## Material shown:
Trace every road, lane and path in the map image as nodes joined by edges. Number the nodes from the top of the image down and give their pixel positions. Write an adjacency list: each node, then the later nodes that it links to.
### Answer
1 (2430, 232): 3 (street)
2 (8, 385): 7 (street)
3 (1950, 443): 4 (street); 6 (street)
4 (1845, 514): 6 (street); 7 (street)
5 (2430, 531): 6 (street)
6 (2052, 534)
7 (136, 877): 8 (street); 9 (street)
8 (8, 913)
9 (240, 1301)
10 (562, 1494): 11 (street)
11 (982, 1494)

---

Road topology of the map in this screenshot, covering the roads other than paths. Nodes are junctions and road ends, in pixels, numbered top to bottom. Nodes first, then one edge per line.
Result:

## Activity:
State how many lines in the data include the string "road". Nothing else belongs in the reply.

## Reply:
2